I realize my post isn't super clear, see how the white toe of my boot is so visible?

Thats because I cut off the strip of rubber that would usually be there. Not the strap but the horizontal rubber strip that runs over the toe.

I am finding the toe cap grips better without it. If I am not mistaken you run diodes, the toe cap already has this look to it but the cartels toe straps are different.


----------



## poutanen (Dec 22, 2011)

dreampow said:


> I am finding the toe cap grips better without it. If I am not mistaken you run diodes, the toe cap already has this look to it but the cartels toe straps are different.
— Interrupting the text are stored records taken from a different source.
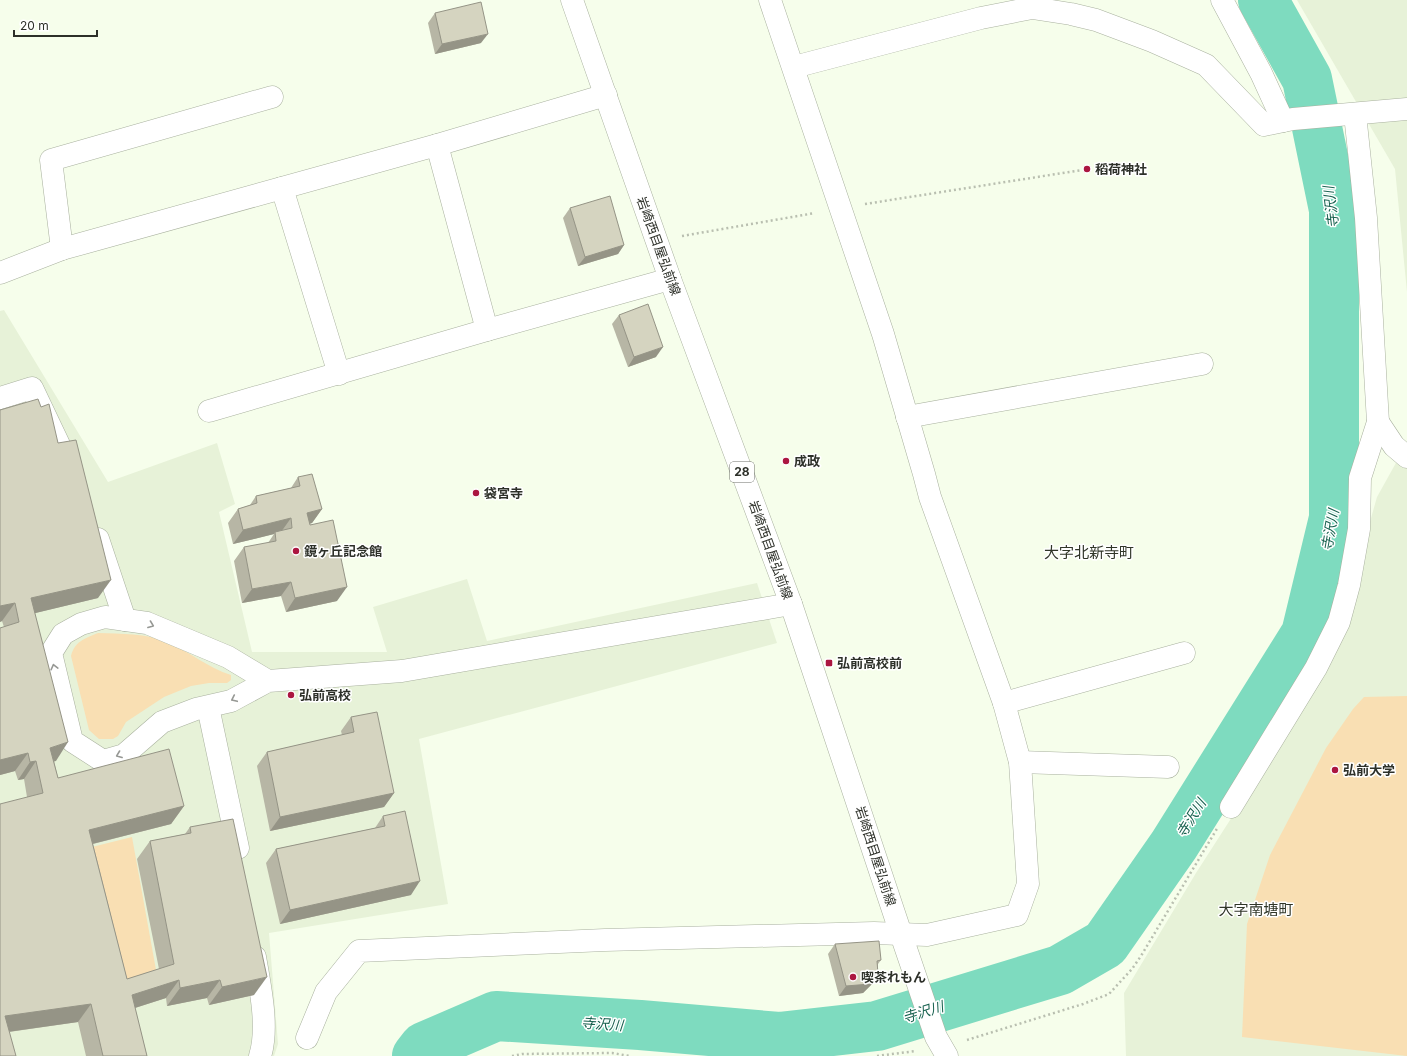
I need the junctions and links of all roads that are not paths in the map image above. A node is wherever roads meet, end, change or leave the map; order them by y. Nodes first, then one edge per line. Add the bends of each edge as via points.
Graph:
1 (572, 0) edge
2 (770, 0) edge
3 (1222, 0) edge
4 (794, 67) junction
5 (606, 95) junction
6 (272, 96) dead end
7 (1407, 109) edge
8 (1355, 114) junction
9 (1288, 120) junction
10 (438, 145) junction
11 (282, 188) junction
12 (62, 249) junction
13 (0, 273) edge
14 (670, 279) junction
15 (487, 330) junction
16 (1202, 364) dead end
17 (338, 374) junction
18 (0, 398) edge
19 (209, 411) dead end
20 (907, 417) junction
21 (1378, 422) junction
22 (1407, 457) edge
23 (78, 485) edge
24 (93, 522) edge
25 (791, 604) junction
26 (125, 620) junction
27 (1184, 653) dead end
28 (268, 681) junction
29 (1004, 703) junction
30 (208, 707) junction
31 (1020, 762) junction
32 (1168, 767) dead end
33 (1231, 807) road end
34 (240, 864) edge
35 (903, 940) junction
36 (252, 941) edge
37 (307, 1038) dead end
38 (941, 1046) edge
39 (260, 1056) edge

1 - 5 street, 岩崎西目屋弘前線 / 28
2 - 4 street
3 - 9 street
4 - 9 street via 981,18 1032,8 1096,20 1152,41 1206,65 1264,125
4 - 20 street via 883,334
5 - 10 street
5 - 14 street, 岩崎西目屋弘前線 / 28
6 - 12 street via 52,160
7 - 8 street
8 - 9 street
8 - 21 street via 1366,218
10 - 11 street
10 - 15 street
11 - 12 street
11 - 17 street
12 - 13 street
14 - 15 street
14 - 25 street, 岩崎西目屋弘前線 / 28
15 - 17 street
16 - 20 street
17 - 19 street
18 - 23 street via 32,388
20 - 29 street via 930,497
21 - 22 street via 1394,446
21 - 33 street via 1360,478 1359,529 1339,622 1316,668
24 - 26 street
25 - 28 street via 402,671
25 - 35 street, 岩崎西目屋弘前線 / 28
26 -> 28 street via 147,623 228,657
30 -> 26 street via 162,722 124,755 103,761 72,741 51,653 64,634 81,624 105,617
27 - 29 street
28 -> 30 street via 230,701
29 - 31 street
30 - 34 street via 236,833
31 - 32 street
31 - 35 street via 1028,884 1017,915
35 - 37 street via 605,940 359,951 326,992
35 - 38 street, 岩崎西目屋弘前線 / 28
36 - 39 street via 261,994 263,1045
Oh my bad, I thought you meant the hard plastic strap with the holes (thinking that it would be bending the cap away from the toe or something?!?) makes sense now....

Yeah I found the 2009 C60 and the Current Diode toe caps to stay on better than other caps I've used.


----------



## pdxrealtor (Jan 23, 2012)

Interesting.... I have the diodes and the last two days my back foot's toe cap has been slipping off. 
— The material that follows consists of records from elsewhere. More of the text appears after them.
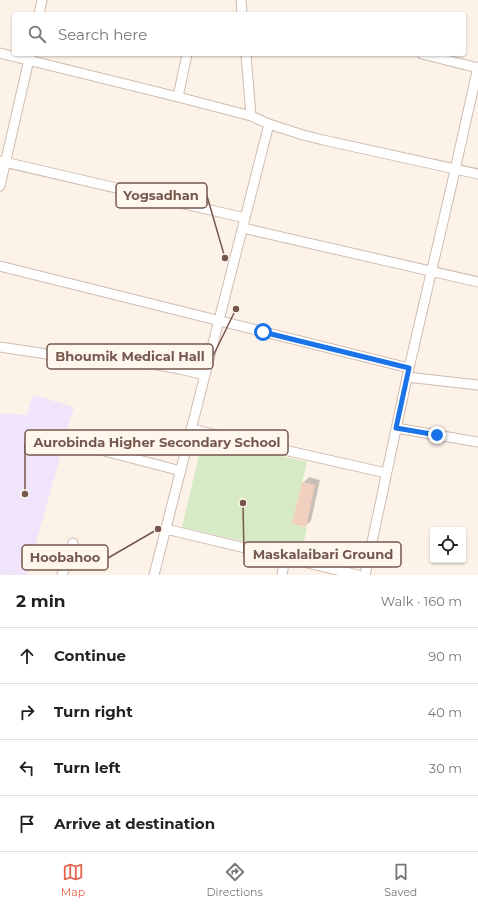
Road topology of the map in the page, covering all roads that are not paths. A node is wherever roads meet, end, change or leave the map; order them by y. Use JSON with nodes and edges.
{"nodes":[{"id":1,"x":42,"y":0,"type":"edge"},
{"id":2,"x":241,"y":0,"type":"edge"},
{"id":3,"x":39,"y":12,"type":"edge"},
{"id":4,"x":242,"y":12,"type":"edge"},
{"id":5,"x":0,"y":53,"type":"edge"},
{"id":6,"x":12,"y":55,"type":"edge"},
{"id":7,"x":187,"y":56,"type":"edge"},
{"id":8,"x":246,"y":56,"type":"edge"},
{"id":9,"x":430,"y":56,"type":"edge"},
{"id":10,"x":29,"y":57,"type":"edge"},
{"id":11,"x":478,"y":68,"type":"edge"},
{"id":12,"x":178,"y":97,"type":"junction"},
{"id":13,"x":251,"y":116,"type":"junction"},
{"id":14,"x":269,"y":124,"type":"junction"},
{"id":15,"x":3,"y":162,"type":"edge"},
{"id":16,"x":455,"y":169,"type":"junction"},
{"id":17,"x":478,"y":174,"type":"edge"},
{"id":18,"x":0,"y":186,"type":"edge"},
{"id":19,"x":245,"y":218,"type":"junction"},
{"id":20,"x":243,"y":228,"type":"junction"},
{"id":21,"x":0,"y":266,"type":"edge"},
{"id":22,"x":431,"y":271,"type":"junction"},
{"id":23,"x":478,"y":282,"type":"edge"},
{"id":24,"x":219,"y":321,"type":"junction"},
{"id":25,"x":0,"y":347,"type":"edge"},
{"id":26,"x":408,"y":372,"type":"junction"},
{"id":27,"x":205,"y":375,"type":"junction"},
{"id":28,"x":478,"y":385,"type":"edge"},
{"id":29,"x":191,"y":428,"type":"junction"},
{"id":30,"x":396,"y":428,"type":"junction"},
{"id":31,"x":66,"y":441,"type":"dead end"},
{"id":32,"x":478,"y":442,"type":"edge"},
{"id":33,"x":181,"y":471,"type":"junction"},
{"id":34,"x":386,"y":473,"type":"junction"},
{"id":35,"x":166,"y":529,"type":"junction"},
{"id":36,"x":73,"y":543,"type":"dead end"},
{"id":37,"x":37,"y":554,"type":"dead end"},
{"id":38,"x":286,"y":558,"type":"junction"},
{"id":39,"x":65,"y":564,"type":"junction"},
{"id":40,"x":62,"y":575,"type":"edge"},
{"id":41,"x":154,"y":575,"type":"edge"},
{"id":42,"x":282,"y":575,"type":"edge"},
{"id":43,"x":358,"y":575,"type":"edge"},
{"id":44,"x":365,"y":575,"type":"edge"}],
"edges":[{"from":1,"to":3,"type":"street"},
{"from":2,"to":4,"type":"street"},
{"from":5,"to":6,"type":"street"},
{"from":7,"to":12,"type":"street"},
{"from":8,"to":13,"type":"street"},
{"from":9,"to":11,"type":"street"},
{"from":10,"to":12,"type":"street"},
{"from":10,"to":15,"type":"street"},
{"from":11,"to":16,"type":"street"},
{"from":12,"to":13,"type":"street"},
{"from":13,"to":14,"type":"street"},
{"from":14,"to":16,"type":"street"},
{"from":14,"to":19,"type":"street"},
{"from":15,"to":18,"type":"street"},
{"from":15,"to":19,"type":"street"},
{"from":16,"to":17,"type":"street"},
{"from":16,"to":22,"type":"street"},
{"from":19,"to":20,"type":"street"},
{"from":20,"to":22,"type":"street"},
{"from":20,"to":24,"type":"street"},
{"from":21,"to":24,"type":"street"},
{"from":22,"to":23,"type":"street"},
{"from":22,"to":26,"type":"street"},
{"from":24,"to":26,"type":"street"},
{"from":24,"to":27,"type":"street"},
{"from":25,"to":27,"type":"street"},
{"from":26,"to":28,"type":"street"},
{"from":26,"to":30,"type":"street"},
{"from":27,"to":29,"type":"street"},
{"from":29,"to":33,"type":"street"},
{"from":29,"to":34,"type":"street"},
{"from":30,"to":32,"type":"street"},
{"from":30,"to":34,"type":"street"},
{"from":31,"to":33,"type":"street"},
{"from":33,"to":35,"type":"street"},
{"from":34,"to":44,"type":"street"},
{"from":35,"to":38,"type":"street"},
{"from":35,"to":41,"type":"street"},
{"from":36,"to":39,"type":"street"},
{"from":37,"to":39,"type":"street"},
{"from":38,"to":42,"type":"street"},
{"from":38,"to":43,"type":"street"},
{"from":39,"to":40,"type":"street"}]}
The buckle mount screw was loose so I tightened that and I've started to sit down to strap in to see if maybe my foot isn't getting seated properly when standing and strapping. 

I didn't ride enough to prove if either one fixed the issue, but now I'm thinking maybe not. 

The great about burton though..... they will send out new caps and straps for nothing. I also need a new heel cup pad that the high back rests against when you're strapped in.


----------



## poutanen (Dec 22, 2011)

pdxrealtor said:


> The buckle mount screw was loose so I tightened that and I've started to sit down to strap in to see if maybe my foot isn't getting seated properly when standing and strapping.


Yeah I usually sit, hit my boot once with my hand to get rid of any snow on the bottom, then strap the toe first, then heel. Maybe one run in ten I have to crank the toe an extra notch or two during the run... So far so good!


----------



## pdxrealtor (Jan 23, 2012)

That's good info. I normally strap my ankle first. I will try the toe strap first and see what that does. 

Thanks for that.......


----------



## poutanen (Dec 22, 2011)

pdxrealtor said:


> That's good info. I normally strap my ankle first. I will try the toe strap first and see what that does.
> 
> Thanks for that.......


Yeah yeah I always do toe strap first now... Front foot I step in, strap the toe strap, pick the board up and hit it down on my heel edge to drive my foot back, then ratchet the toe a couple more. THEN do up the toe strap.


----------



## UnseenMartine (Feb 2, 2013)

*simple*

call burton and order some burton cartel toe straps, sticks like glue


----------